BEGIN Material supplied

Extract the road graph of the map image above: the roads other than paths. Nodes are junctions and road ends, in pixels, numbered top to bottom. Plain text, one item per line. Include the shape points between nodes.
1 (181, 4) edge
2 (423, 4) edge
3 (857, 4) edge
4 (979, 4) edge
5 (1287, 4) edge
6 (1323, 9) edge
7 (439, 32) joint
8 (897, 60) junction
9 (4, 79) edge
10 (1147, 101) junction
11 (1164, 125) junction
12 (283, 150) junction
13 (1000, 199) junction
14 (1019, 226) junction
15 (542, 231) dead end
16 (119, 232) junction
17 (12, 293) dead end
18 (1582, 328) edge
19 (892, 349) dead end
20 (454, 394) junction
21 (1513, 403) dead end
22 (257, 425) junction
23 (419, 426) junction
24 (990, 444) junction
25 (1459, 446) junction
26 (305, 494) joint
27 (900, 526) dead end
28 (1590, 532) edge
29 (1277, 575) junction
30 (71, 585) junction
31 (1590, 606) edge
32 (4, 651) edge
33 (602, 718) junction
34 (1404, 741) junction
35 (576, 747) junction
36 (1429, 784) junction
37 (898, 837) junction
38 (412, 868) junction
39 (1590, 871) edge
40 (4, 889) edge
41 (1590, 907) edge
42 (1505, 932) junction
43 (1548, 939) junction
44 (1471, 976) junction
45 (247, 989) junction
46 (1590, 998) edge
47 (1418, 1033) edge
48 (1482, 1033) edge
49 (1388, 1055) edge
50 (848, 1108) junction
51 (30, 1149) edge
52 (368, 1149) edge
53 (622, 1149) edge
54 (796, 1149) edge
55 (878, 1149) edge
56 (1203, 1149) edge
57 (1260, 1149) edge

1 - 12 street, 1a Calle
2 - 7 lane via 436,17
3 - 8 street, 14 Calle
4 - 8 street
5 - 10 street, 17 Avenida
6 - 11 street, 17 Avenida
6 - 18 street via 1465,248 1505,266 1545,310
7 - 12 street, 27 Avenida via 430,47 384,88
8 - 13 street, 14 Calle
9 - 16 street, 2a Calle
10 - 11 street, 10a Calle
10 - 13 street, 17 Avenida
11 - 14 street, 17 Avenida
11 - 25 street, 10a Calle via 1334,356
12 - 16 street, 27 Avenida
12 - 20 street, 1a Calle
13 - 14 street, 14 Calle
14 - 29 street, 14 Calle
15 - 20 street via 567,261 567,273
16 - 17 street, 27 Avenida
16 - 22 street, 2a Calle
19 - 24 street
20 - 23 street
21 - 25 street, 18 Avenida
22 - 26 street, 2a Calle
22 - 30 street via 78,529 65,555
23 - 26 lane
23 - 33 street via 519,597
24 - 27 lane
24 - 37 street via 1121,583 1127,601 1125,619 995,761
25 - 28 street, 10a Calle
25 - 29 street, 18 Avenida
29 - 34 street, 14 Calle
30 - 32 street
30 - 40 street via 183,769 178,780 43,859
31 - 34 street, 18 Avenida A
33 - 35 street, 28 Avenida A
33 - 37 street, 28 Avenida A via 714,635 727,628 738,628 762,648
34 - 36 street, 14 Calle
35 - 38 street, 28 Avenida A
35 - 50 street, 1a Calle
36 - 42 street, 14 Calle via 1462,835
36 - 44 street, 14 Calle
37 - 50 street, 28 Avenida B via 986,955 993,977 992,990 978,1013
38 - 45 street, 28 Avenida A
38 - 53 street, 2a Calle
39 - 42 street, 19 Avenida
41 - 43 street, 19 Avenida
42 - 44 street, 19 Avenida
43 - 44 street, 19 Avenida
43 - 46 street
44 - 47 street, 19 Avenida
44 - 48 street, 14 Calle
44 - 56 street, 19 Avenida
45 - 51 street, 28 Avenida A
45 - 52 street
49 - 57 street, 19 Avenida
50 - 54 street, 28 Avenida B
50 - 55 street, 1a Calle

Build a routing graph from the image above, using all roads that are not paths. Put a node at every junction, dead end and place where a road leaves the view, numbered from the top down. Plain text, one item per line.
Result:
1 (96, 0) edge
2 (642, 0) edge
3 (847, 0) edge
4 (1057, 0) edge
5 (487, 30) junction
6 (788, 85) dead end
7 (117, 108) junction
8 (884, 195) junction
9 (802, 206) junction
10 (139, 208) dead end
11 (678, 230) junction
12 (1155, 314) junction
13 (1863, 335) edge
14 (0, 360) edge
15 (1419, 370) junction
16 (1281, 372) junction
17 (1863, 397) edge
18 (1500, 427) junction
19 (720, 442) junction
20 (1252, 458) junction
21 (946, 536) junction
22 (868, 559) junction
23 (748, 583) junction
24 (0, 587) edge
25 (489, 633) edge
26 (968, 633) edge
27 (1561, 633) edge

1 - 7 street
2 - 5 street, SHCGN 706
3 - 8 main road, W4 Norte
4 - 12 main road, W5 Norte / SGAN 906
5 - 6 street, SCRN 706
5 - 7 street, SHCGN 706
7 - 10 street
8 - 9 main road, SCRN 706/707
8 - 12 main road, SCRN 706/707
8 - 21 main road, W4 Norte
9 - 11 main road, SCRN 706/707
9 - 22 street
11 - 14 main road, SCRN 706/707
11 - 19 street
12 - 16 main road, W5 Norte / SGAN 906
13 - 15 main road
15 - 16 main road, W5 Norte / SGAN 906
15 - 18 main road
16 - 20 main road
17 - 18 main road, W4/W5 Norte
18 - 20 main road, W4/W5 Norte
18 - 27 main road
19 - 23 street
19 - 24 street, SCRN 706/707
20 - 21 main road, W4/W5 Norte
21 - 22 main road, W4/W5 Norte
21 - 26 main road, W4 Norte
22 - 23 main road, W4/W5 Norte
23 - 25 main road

END Material supplied

About this task: Only a number is wanted. How many lines of the entries above carry "Norte"?

Response: 11